Salazar may squeeze Shell schedule for Arctic season
In this July 14 photo provided by Capt. Kristjan B. Laxfoss, a Shell drilling ship drifts near shore near Dutch Harbor on Unalaska Island. The Coast Guard says an inspection of the Shell drilling ship that lost its mooring and drifted toward shore shows no signs of damage or grounding.
Capt. Kristjan B. Laxfoss/AP
Shell’s schedule for drilling may be squeezed tighter. U.S. Department of the Interior Secretary Ken Salazar told reporters in Washington, D.C., July 18 that he could wait until as late as Aug. 15 to make a final decision on drilling permits for Shell.
That means the company is being pushed into starting drilling in the third week of August, three weeks later than its original date of the last week of July.
Shell must complete any drilling into hydrocarbon-bearing zones in the Chukchi Sea by Sept. 24 under lease conditions laid down by the Interior Department.
With a late start, Shell will not be able to complete the three exploration wells it had planned in the Chukchi Sea, although work to prepare other wells, to be finished in 2014, can continue.
The company has more flexibility in the Beaufort Sea where it will be able to drill into October. Shell plans two test wells in the Beaufort Sea.
Ice conditions are also complicating Shell’s plans, although those were showing improvement on August 19, Shell officials said.
Salazar said another unresolved problem for Shell is the final approvals needed for a new spill response barge that is still in Seattle undergoing U.S. Coast Guard inspections. The spill barge must be in the Arctic with the rest of Shell’s fleet before drilling can begin.
Needed modifications to Shell’s air quality permits from the U.S. Environmental Protection Agency, although minor, add another wrinkle.
Meanwhile, Shell suffered an embarrassing mishap July 14 when its drillship Noble Discoverer slipped its anchor in Dutch Harbor and drifted toward shore, pushed by winds.
Shell inspected the drillshop for damage with a subsea Remote Operated Vehicle but found no damage, Shell spokesman Curtis Smith said. That was verified by the U.S. Coast Guard.
The ship was within 500 feet of shore when its crew was able to move the vessel further out for re-anchoring.
“While moored off the coast of Dutch Harbor, the Noble Discoverer drifted toward land and stopped very near the coast. One of Shell’s vessels, the Lauren Foss, then safely towed the Discoverer to its prior mooring position,” Smith said in a statement. A divers’ inspection was done as a precaution, he said.
A U.S. Coast Guard spokeswoman said the vessel appeared not to have actually grounded.
“There were no reports of damage to the vessel or pollution,” Coast Guard Petty Officer Sara Francis, the spokeswoman, said.

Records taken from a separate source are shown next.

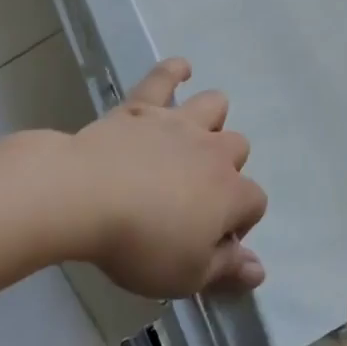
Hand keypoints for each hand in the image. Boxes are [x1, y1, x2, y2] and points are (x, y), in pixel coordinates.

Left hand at [61, 59, 267, 299]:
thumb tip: (259, 270)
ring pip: (215, 106)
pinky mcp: (144, 106)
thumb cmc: (141, 243)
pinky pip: (165, 77)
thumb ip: (226, 270)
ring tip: (194, 138)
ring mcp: (179, 123)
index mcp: (230, 192)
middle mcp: (214, 150)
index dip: (240, 224)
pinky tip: (181, 70)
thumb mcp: (186, 275)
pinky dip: (174, 71)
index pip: (255, 203)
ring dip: (211, 119)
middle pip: (238, 149)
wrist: (88, 196)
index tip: (212, 243)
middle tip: (195, 197)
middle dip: (226, 170)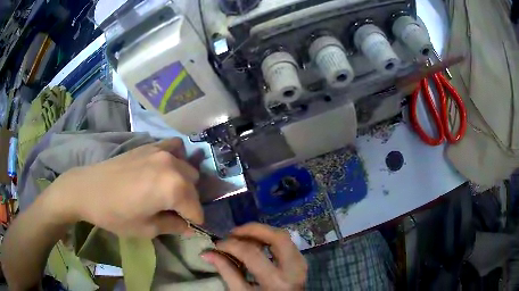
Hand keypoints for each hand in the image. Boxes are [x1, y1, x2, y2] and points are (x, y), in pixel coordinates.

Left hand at [48, 138, 202, 237]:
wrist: (88, 189)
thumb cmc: (116, 215)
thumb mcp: (146, 229)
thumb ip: (173, 226)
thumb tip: (188, 227)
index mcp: (173, 188)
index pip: (196, 209)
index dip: (193, 222)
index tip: (185, 228)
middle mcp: (173, 166)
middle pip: (194, 187)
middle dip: (188, 202)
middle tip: (173, 212)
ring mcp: (162, 151)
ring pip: (187, 169)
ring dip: (184, 182)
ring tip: (168, 192)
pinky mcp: (151, 145)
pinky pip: (175, 148)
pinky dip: (176, 158)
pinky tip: (165, 168)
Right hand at [201, 223, 306, 289]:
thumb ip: (226, 272)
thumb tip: (207, 253)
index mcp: (276, 281)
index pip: (251, 253)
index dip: (231, 245)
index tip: (217, 244)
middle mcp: (293, 269)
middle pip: (277, 236)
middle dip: (253, 229)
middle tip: (233, 233)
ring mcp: (301, 263)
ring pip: (283, 236)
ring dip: (262, 232)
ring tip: (242, 237)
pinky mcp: (301, 261)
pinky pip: (286, 243)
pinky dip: (270, 239)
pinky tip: (256, 243)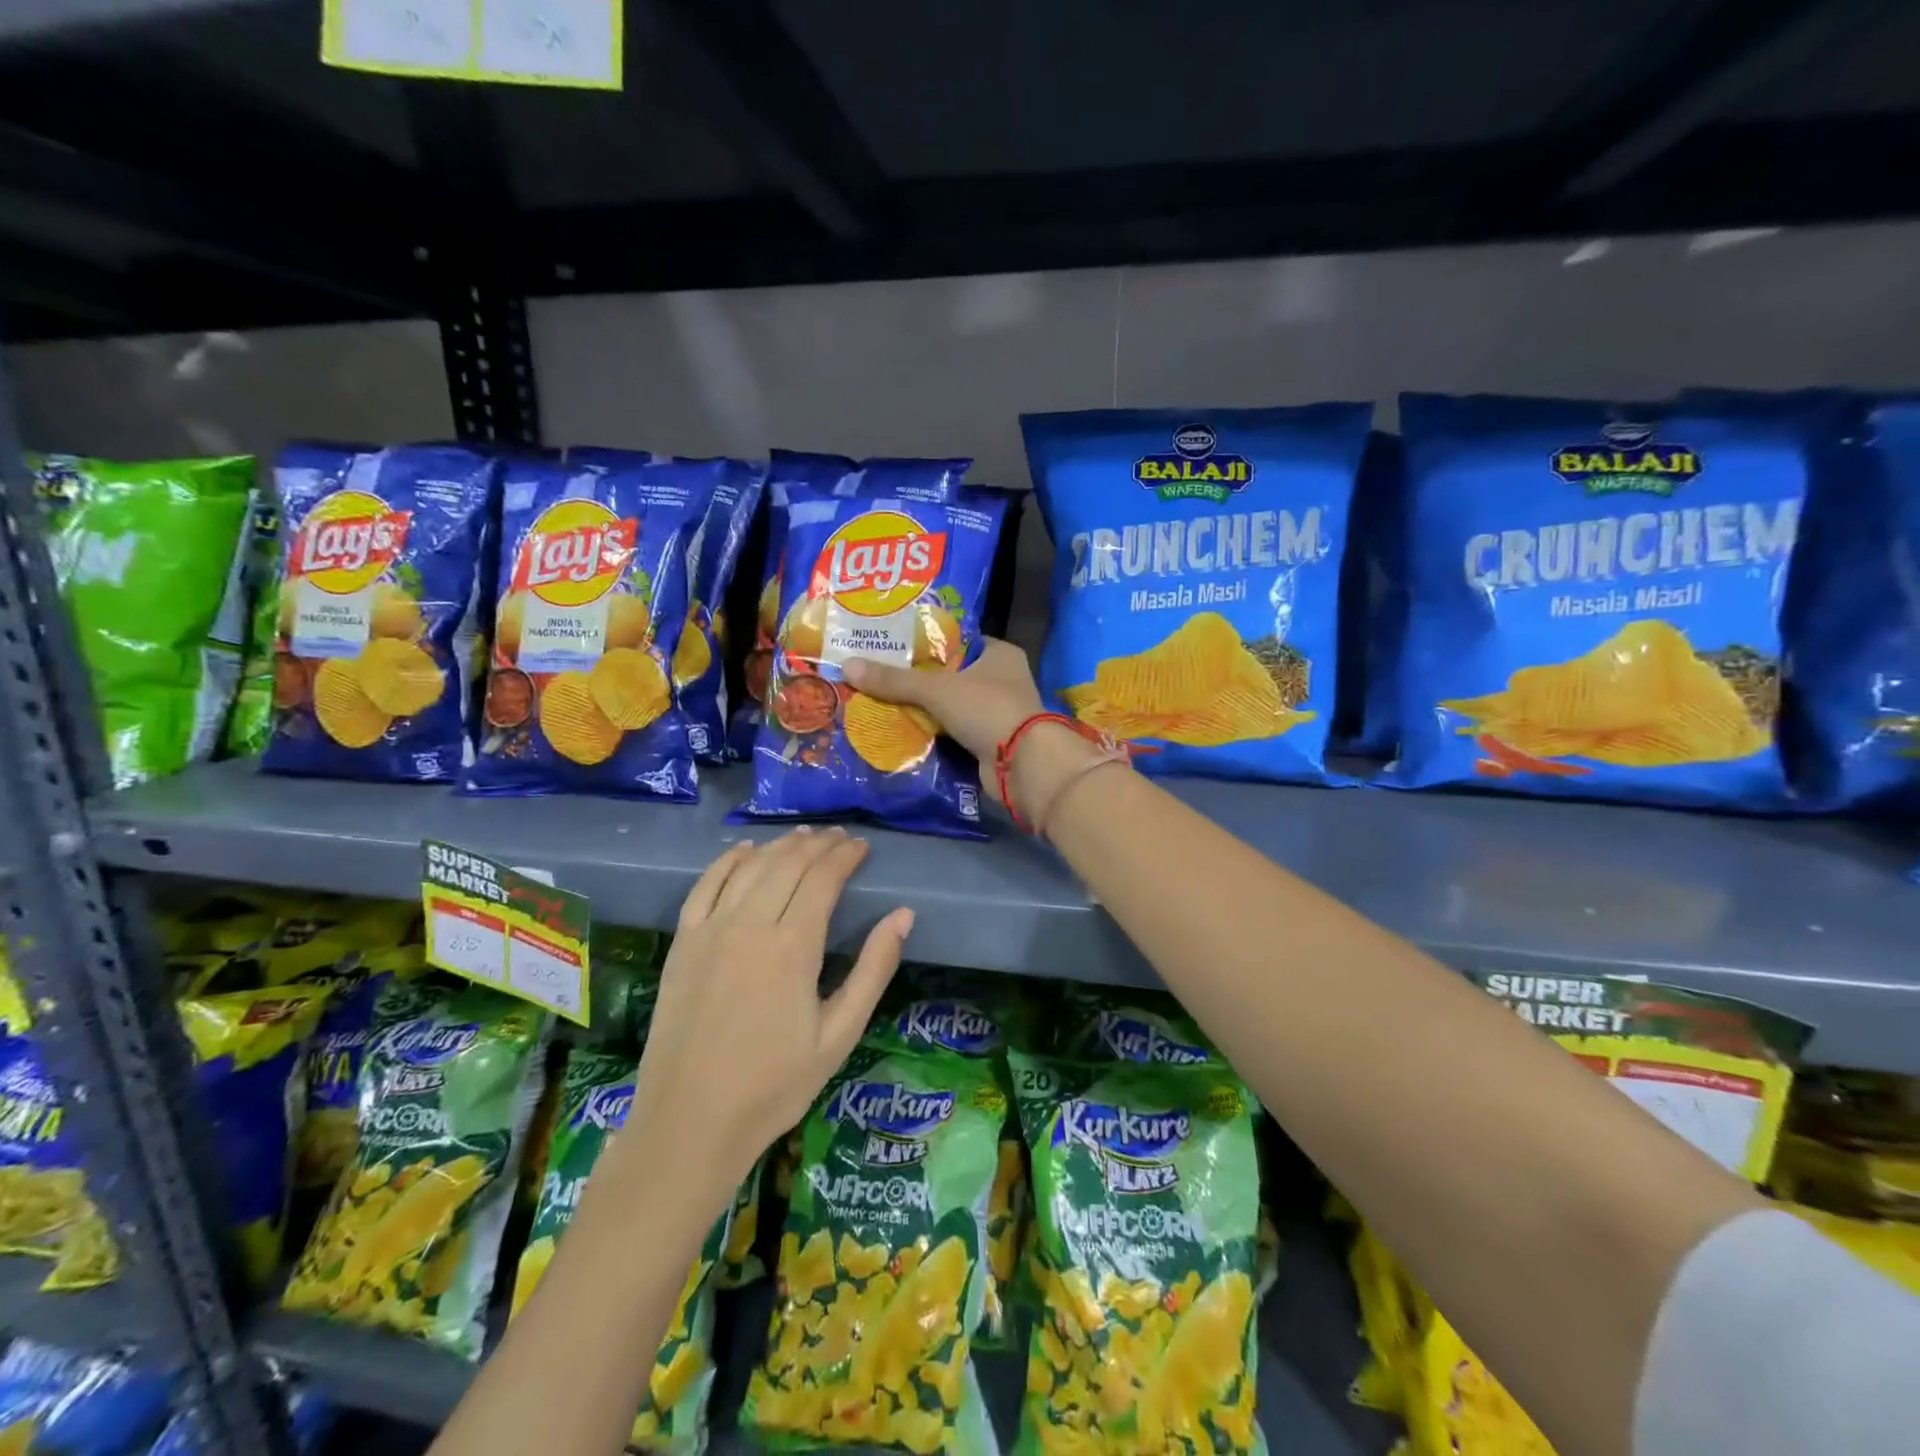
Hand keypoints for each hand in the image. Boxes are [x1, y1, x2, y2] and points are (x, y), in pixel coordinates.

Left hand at [617, 828, 913, 1202]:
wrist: (690, 1122)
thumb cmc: (775, 1085)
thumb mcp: (840, 1035)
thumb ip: (873, 970)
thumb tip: (903, 915)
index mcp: (792, 946)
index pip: (823, 879)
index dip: (844, 856)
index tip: (862, 846)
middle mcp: (749, 924)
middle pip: (788, 864)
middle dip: (818, 845)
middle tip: (839, 838)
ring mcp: (710, 930)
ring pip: (750, 867)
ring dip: (780, 846)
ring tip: (804, 837)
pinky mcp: (682, 943)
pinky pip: (705, 885)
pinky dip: (728, 860)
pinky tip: (744, 850)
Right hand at [842, 638, 1043, 786]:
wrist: (1022, 765)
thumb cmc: (987, 709)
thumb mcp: (936, 689)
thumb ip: (894, 680)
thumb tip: (847, 666)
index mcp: (1000, 654)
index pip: (957, 640)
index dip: (926, 641)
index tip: (892, 644)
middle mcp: (1003, 679)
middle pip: (951, 674)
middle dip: (918, 678)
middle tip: (879, 674)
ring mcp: (998, 712)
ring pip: (951, 705)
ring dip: (923, 707)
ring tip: (881, 700)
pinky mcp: (989, 741)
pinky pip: (953, 731)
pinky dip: (933, 731)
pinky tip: (901, 729)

A soft seabed in Dutch Harbor apparently allowed the vessel to drag its anchor, and winds up to 35 mph may have been a contributing factor, Francis said.
The Noble Discoverer is in Dutch Harbor along with a second Shell drilling vessel, the Kulluk, and several support vessels. Shell plans to move the ships to the Arctic in late July as ice conditions improve off Alaska’s northern coast.
On the air permit modifications, Shell has asked EPA to make minor changes to federal air quality permits issued to the drillship Discoverer and mobile drill structure Kulluk, both now en route to the Arctic to drill exploration wells in the Chukchi and Beaufort seas off Alaska, a Shell spokesman said Thursday.
The air permits issued to Shell by EPA have been the subject of litigation by environmental groups working to halt the company’s Arctic exploration, and there is concerns with any changes to the permits because of potential new lawsuits.
“One of the generators on the Discoverer has tested slightly above the permitted threshold for ammonia and nitrous oxide releases,” Shell spokesman Curtis Smith said. The company has been unable to find a solution to solve the problem but the generators are not major sources of air pollution and the Discoverer is still within its overall emissions limit even with the problem, Smith said.
EPA has agreed to issue a Compliance Order allowing the higher emissions that is a short-term solution and for the longer term will consider modifying the permit itself, Smith said.
On the Kulluk, there are no technology issues but an error in the technical language of the permit that needs correction, he said. The Kulluk is considered a Minor Air Source under EPA rules while the Discoverer is a Major Air Source, a designation that requires a more stringent permit standard for air emissions.
The Noble Discoverer is due to drill exploration wells in the Chukchi Sea, off the northwest Alaska coast, while the Kulluk will be moved to the eastern Alaskan Beaufort Sea to drill test wells. Shell hopes to be drilling in the first week of August, company officials have said.